Rice highlights the need for community resilience: this helped in 1918, particularly with the provision of basic care by volunteers. He says the value of community response was shown more recently with volunteer effort around the Christchurch earthquake.
On this topic, Baker suggests a possible national Public Health Day as a potential awareness raiser and aid for planning, similar to the national earthquake planning day in recent years (New Zealand ShakeOut – Get Ready).
Speakers at the Public Health Summer School pandemic symposium (from left): Professor Nick Wilson, Professor Geoff Rice, Professor Michael Baker and Dr Ryan McLane.
Will it happen again?
Typically there are several influenza pandemics per century, however none are known to have been as severe as the one in 1918/19. Although we now have access to antibiotics (to treat bacterial pneumonia that can occur after flu infection), there are concerns that in a sudden major pandemic there may be limits on how many sick people could be treated.
Besides the increased risk of rapid dissemination of new pandemic strains via mass movements of people with the growth of international air travel, there is also some evidence of increased emergence of new avian flu strains in recent years.
While mixing livestock in “wet markets” may have reduced in some parts of the world, there are still many places where pigs and poultry cohabit; or where these animals could potentially become infected with new flu viruses carried by wild birds. There is then potential spread of these new virus strains to humans.
“We also face the risk of pandemics from other diseases as we saw when Severe Acute Respiratory Syndrome (SARS) emerged,” Wilson says.
Similarly, Professor Raina McIntyre, from the University of New South Wales, refers to advances in synthetic biology and the risks of synthesised biological agents causing pandemics. This prospect might highlight the need for more generic pandemic planning that can address a very wide range of existing or novel diseases.
Speakers at the symposium noted how quarantine measures in 1918 may have sometimes helped prevent spread to Pacific Island countries, but also that the pandemic was probably already in Australia after maritime quarantine started. In a comparison study done with another island country (Iceland), Wilson noted successful use of travel restrictions in 1918 in this setting.

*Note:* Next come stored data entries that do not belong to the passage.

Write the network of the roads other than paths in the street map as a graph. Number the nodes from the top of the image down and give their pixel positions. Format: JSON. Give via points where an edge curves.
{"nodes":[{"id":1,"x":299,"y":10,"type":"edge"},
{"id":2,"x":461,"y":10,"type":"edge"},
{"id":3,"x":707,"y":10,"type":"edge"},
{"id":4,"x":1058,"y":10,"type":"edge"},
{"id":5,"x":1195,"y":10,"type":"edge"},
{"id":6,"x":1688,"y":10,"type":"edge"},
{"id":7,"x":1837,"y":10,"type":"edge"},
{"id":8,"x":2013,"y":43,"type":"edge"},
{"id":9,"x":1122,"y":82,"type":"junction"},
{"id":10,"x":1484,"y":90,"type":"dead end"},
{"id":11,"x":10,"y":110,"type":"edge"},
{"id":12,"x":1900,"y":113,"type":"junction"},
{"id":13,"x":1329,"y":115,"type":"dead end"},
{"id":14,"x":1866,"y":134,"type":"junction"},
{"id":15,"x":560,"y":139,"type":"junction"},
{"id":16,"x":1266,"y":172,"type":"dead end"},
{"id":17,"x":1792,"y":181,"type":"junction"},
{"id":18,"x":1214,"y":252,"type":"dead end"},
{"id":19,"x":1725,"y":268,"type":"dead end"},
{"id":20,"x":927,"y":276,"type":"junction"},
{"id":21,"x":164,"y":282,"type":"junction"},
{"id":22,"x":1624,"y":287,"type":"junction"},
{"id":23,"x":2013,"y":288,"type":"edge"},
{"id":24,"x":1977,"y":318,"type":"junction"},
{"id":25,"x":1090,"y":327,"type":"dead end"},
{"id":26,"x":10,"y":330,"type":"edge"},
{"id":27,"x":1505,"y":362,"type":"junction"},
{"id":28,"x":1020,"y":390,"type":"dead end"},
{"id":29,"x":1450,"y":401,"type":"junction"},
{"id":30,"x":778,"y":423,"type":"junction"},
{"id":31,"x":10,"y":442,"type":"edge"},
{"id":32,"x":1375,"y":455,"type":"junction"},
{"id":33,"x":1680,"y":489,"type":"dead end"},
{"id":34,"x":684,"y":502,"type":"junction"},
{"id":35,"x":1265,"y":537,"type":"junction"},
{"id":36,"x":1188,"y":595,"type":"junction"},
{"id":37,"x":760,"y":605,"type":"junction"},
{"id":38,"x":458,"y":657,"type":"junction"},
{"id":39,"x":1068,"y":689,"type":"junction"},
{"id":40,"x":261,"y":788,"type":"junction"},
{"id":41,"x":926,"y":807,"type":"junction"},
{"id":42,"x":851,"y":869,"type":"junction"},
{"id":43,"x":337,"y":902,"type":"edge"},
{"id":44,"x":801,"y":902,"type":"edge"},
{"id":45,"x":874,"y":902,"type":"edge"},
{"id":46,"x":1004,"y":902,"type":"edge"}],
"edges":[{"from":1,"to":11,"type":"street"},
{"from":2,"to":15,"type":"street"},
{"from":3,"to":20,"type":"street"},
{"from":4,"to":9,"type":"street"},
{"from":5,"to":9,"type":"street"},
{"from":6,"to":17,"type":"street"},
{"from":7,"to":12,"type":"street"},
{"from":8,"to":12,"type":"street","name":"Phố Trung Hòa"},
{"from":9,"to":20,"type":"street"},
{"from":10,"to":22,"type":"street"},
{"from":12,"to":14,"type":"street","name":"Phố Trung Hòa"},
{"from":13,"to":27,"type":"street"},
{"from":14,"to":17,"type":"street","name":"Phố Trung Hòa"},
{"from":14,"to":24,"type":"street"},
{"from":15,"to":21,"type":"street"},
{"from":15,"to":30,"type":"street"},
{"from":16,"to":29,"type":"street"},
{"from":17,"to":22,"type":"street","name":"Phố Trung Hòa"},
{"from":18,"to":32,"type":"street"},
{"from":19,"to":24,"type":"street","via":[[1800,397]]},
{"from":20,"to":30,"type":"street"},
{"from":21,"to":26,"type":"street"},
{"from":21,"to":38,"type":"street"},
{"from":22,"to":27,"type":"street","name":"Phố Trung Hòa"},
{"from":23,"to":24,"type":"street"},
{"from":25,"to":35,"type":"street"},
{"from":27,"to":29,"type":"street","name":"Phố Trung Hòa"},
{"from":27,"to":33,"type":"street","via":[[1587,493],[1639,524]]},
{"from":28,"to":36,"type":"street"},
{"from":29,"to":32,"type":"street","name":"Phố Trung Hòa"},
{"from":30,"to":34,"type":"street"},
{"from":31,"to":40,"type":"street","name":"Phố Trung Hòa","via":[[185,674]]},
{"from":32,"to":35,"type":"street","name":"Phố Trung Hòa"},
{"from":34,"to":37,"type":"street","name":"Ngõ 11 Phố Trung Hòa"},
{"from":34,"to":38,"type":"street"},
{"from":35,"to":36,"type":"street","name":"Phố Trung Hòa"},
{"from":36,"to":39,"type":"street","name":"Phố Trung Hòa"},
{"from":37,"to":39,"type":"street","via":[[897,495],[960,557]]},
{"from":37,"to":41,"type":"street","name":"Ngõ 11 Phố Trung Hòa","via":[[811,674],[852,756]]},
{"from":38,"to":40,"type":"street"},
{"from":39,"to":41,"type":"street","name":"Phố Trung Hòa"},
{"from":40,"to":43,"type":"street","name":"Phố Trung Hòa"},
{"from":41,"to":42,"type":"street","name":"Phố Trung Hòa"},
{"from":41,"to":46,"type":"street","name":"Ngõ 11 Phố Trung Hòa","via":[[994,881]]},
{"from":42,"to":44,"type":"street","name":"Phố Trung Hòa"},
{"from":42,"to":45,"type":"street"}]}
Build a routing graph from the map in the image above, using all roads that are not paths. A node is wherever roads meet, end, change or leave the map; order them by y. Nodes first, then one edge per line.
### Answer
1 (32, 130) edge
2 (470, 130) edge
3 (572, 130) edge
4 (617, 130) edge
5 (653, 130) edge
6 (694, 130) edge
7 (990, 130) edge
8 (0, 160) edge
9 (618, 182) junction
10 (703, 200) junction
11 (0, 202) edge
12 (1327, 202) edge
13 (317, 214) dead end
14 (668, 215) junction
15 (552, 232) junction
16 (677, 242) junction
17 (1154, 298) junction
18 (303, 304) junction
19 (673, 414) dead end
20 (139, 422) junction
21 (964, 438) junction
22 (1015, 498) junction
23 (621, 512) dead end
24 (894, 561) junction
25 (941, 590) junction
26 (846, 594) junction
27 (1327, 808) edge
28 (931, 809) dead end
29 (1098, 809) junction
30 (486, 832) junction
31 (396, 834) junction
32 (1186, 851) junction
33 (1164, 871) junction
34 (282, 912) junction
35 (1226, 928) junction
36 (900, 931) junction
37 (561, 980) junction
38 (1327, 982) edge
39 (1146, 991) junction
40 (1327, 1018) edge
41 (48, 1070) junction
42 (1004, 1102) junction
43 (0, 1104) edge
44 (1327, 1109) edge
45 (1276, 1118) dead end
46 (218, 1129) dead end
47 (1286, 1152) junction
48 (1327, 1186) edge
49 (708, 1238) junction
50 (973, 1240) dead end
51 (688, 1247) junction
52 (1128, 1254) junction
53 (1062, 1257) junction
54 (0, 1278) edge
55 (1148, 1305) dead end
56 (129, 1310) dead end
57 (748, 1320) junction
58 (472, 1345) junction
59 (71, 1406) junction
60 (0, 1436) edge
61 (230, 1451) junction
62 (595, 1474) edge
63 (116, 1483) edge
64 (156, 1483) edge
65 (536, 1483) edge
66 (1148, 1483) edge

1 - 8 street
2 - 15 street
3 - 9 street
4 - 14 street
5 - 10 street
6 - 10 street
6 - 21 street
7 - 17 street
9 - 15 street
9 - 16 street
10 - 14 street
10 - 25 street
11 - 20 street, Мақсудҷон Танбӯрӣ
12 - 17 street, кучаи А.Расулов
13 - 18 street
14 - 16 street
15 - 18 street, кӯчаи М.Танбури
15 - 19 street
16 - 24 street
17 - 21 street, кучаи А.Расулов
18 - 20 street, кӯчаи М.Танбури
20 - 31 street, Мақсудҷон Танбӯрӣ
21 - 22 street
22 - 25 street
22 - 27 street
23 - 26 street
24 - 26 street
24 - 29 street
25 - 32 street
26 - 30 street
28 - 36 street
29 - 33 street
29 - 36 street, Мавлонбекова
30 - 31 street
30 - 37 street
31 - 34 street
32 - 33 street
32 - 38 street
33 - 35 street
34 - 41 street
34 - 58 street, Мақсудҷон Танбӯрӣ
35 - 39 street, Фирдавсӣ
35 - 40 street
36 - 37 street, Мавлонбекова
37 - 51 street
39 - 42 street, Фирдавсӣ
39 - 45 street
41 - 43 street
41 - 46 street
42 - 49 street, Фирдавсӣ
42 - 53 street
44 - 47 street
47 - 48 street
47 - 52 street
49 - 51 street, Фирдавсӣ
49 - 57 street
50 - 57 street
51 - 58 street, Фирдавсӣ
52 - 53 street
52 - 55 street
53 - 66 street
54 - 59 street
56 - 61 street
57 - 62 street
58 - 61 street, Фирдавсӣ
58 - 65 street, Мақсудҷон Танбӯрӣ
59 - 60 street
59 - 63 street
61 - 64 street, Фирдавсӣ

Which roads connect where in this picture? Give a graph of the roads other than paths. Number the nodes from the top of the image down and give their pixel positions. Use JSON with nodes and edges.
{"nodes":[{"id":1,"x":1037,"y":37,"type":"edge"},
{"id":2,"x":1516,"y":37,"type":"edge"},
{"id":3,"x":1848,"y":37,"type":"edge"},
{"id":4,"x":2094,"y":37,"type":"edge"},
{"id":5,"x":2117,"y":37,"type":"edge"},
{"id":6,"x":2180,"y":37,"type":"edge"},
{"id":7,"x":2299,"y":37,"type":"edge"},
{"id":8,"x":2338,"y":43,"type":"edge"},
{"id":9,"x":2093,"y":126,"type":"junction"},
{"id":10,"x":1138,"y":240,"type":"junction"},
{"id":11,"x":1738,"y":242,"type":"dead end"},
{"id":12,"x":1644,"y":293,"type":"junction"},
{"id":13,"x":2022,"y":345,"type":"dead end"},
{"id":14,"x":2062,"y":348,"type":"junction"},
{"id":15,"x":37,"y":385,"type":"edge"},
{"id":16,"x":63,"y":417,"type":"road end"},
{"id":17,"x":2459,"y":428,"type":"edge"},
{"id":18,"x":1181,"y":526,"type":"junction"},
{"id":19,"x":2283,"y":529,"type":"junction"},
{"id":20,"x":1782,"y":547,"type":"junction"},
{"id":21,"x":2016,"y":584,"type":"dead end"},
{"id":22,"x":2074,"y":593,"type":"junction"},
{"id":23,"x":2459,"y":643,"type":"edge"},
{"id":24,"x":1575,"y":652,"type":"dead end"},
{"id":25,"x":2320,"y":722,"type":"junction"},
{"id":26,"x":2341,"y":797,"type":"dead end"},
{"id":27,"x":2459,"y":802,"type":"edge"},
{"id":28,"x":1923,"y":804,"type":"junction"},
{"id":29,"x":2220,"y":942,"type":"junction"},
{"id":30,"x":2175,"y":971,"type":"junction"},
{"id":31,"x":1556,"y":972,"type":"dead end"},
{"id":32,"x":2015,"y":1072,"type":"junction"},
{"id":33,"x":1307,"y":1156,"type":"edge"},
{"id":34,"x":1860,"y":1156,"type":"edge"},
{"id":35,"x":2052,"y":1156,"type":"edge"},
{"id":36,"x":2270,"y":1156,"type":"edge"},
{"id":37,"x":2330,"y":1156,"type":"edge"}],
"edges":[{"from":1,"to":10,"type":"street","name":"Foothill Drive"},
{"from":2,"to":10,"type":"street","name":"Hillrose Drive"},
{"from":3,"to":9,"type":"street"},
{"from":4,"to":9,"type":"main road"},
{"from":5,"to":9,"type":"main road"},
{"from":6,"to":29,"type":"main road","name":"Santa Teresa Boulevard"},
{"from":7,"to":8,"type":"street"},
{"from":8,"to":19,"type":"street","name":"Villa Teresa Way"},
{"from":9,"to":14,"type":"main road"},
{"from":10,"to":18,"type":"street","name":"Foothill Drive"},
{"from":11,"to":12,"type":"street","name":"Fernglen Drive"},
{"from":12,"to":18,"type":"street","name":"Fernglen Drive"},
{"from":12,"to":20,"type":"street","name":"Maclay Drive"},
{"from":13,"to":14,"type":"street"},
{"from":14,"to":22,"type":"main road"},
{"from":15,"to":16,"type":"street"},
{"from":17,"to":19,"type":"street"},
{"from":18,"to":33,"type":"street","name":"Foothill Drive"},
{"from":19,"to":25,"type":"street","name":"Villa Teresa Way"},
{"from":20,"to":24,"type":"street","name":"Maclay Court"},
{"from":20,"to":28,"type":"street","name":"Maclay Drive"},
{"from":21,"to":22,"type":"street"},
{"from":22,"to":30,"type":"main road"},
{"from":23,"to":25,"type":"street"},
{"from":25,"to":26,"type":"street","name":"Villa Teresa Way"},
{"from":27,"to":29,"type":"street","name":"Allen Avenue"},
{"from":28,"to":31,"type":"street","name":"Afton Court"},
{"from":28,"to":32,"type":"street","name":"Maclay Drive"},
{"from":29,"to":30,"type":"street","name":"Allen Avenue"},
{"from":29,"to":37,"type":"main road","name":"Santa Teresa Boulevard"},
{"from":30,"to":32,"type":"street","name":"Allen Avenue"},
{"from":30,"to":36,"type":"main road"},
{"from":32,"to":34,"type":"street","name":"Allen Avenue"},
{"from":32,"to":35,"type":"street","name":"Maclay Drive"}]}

There are complex pros and cons around border control in the modern era, but Wilson argues that, for severe pandemics, the cost of border control for New Zealand (in terms of lost tourism revenue) might be outweighed by the benefits of saving many lives. Even if such border control subsequently failed, it could buy time to make further preparations for pandemic control.
”There are still some unresolved mysteries around the pandemic, such as the peak age of risk being young adults, the much higher male death rate, and the various reasons for the very much higher Māori mortality rate,” says Wilson. It is also a mystery why the usual pattern of higher death rates among poorer people has not been seen in New Zealand (in contrast to some other countries).
The researchers suggest that sustained investment in pandemic planning is an important means to mitigate the impact. Such central government activity needs to be complemented with building community resilience at the local level. “Preparing for our next pandemic or other natural disaster is just one more good reason for getting to know your neighbours,” says Baker.
Professors Wilson, Baker and Rice have all researched New Zealand public memorials relating to the 1918 pandemic and found only seven in the entire country. They suggest that memorials can be useful reminders of the threat of future pandemics, and can provide a focus of school field trips and other events.